Le Boucher : La Chair de l’orchidée

 

Bœuf à la Rembrandt ? Fable affable…   

Essai à succès, presque remarquable, aussitôt remarqué, Le Boucher d’Alina Reyes, chassons de Chabrol l’homologue, s’apprécie en apologue, à base de jouissance, de délivrance, de renaissance. Ce livre vite écrit, lu d’un trait, certains diraient dévoré, vocable valable, se divise en deux temps, le premier de désir impatient, le second de dédoublé assouvissement. Il s’agit ainsi du récit d’une caissière éphémère, guère austère, de ses trois partenaires, d’une saison estivale davantage qu’infernale, qui pourrait se résumer au moyen de cette phrase en phase : « Le boucher avait la chair dans l’âme. » L’étudiante aux Beaux-Arts, par son Daniel délaissée dare-dare, se laisse séduire in situ par des paroles salaces, puis met en pratique le théorique, affirme le fantasmatique. Ici, au sein de la salle de bains, humide, forcément humide, la pénétration s’apparente à une épiphanie, du « sauveur » assortie, de la « grâce » remplie, et même une douloureuse autant que délicieuse sodomie, improvisée, cheveux tirés, à proximité de la pluie, aperçoit le paradis, majuscule optionnelle, puisque la narratrice anonyme « condamnée à garder la tête au ciel », amen. Mais au mysticisme jusqu’au bout de l’outrage, de l’hommage, de l’indépassable Pauline Réage, prêtresse experte du valeureux esclavage, son Histoire d’O en chef-d’œuvre charnel et spirituel, en mémorable, émouvant, lamento, se substitue disons une religiosité intériorisée, en rime au retour matriciel d’un trip à l’acide mémorisé.
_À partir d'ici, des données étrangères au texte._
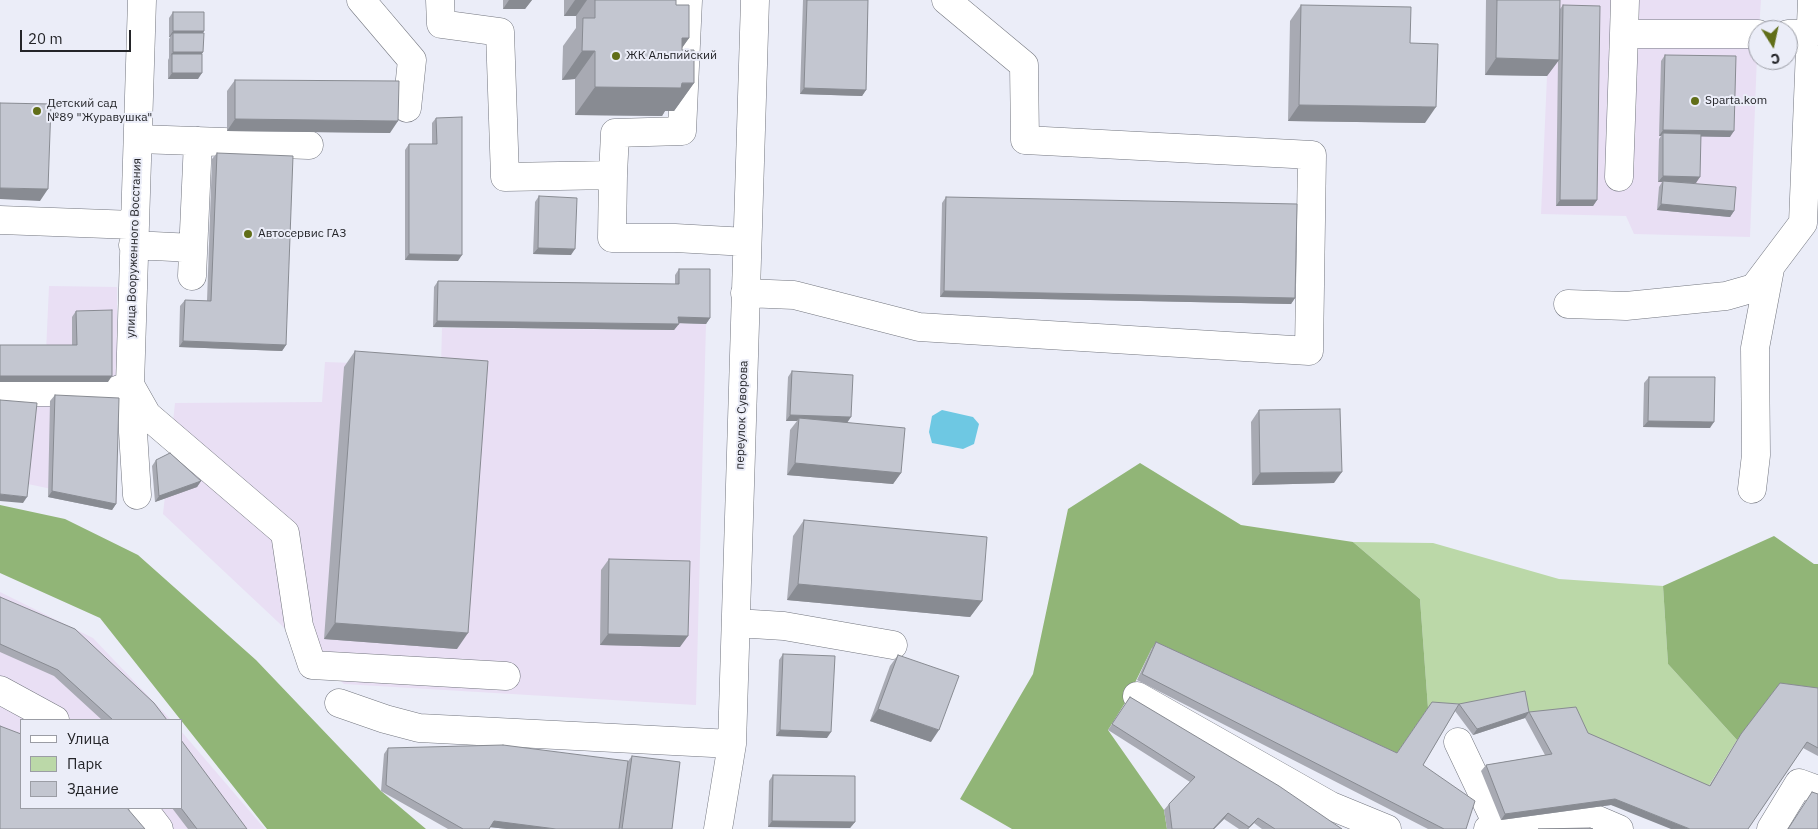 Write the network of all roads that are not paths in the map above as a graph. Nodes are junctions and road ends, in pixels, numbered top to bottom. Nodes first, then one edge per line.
1 (142, 0) edge
2 (361, 0) edge
3 (440, 0) edge
4 (688, 0) edge
5 (755, 0) edge
6 (946, 0) edge
7 (1625, 0) edge
8 (1812, 0) edge
9 (1624, 34) junction
10 (1748, 34) edge
11 (1799, 34) edge
12 (407, 108) dead end
13 (138, 139) junction
14 (198, 141) junction
15 (309, 145) dead end
16 (613, 175) junction
17 (1619, 177) dead end
18 (0, 220) edge
19 (1810, 224) edge
20 (134, 235) junction
21 (747, 242) junction
22 (193, 248) junction
23 (1771, 265) junction
24 (192, 276) dead end
25 (746, 293) junction
26 (1568, 304) dead end
27 (130, 385) junction
28 (0, 392) edge
29 (1752, 489) dead end
30 (137, 495) dead end
31 (736, 623) junction
32 (893, 645) dead end
33 (506, 676) dead end
34 (0, 690) edge
35 (1137, 696) dead end
36 (339, 703) dead end
37 (53, 719) edge
38 (1458, 742) dead end
39 (732, 744) junction
40 (1818, 790) edge
41 (144, 809) edge
42 (1492, 826) edge
43 (159, 829) edge
44 (718, 829) edge
45 (1387, 829) edge
46 (1619, 829) edge
47 (1771, 829) edge

1 - 13 street, улица Вооруженного Восстания
2 - 12 street
3 - 16 street
4 - 16 street
5 - 21 street, переулок Суворова
6 - 25 street
7 - 9 street
8 - 11 street
9 - 10 street
9 - 17 street
11 - 19 street
13 - 14 street
13 - 20 street, улица Вооруженного Восстания
14 - 15 street
14 - 22 street
16 - 21 street
18 - 20 street
19 - 23 street
20 - 22 street
20 - 27 street, улица Вооруженного Восстания
21 - 25 street, переулок Суворова
22 - 24 street
23 - 26 street
23 - 29 street
25 - 31 street, переулок Суворова
27 - 28 street
27 - 30 street, улица Вооруженного Восстания
27 - 33 street
31 - 32 street
31 - 39 street, переулок Суворова
34 - 37 street
35 - 45 street
36 - 39 street
38 - 42 street
39 - 44 street, переулок Суворова
40 - 47 street
41 - 43 street
42 - 46 street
Ce souci d’une transcendance immanente, du nouveau départ, reviendra parmi d’autres œuvres de l’œcuménique Alina, oui-da, et Le Boucher s’achève en boucle bouclée, route ouverte, de quasi survivante esseulée, souriante, en rappel de la lame inaugurale, cause, au creux d’une entrecôte, de « comme une plaie radieuse ». Une fois plusieurs fois offerte, affermie, entre enfance des sens et juvénile jalousie, l’héroïne se gorge de roses, en jette la « tige épineuse » au clébard furibard, abandonne derrière, douce guerrière, un boucher obsédé, tendre et brutal, un quidam masqué, au crâne squelettique très symbolique, collègue élégante de l’Alice à Lewis.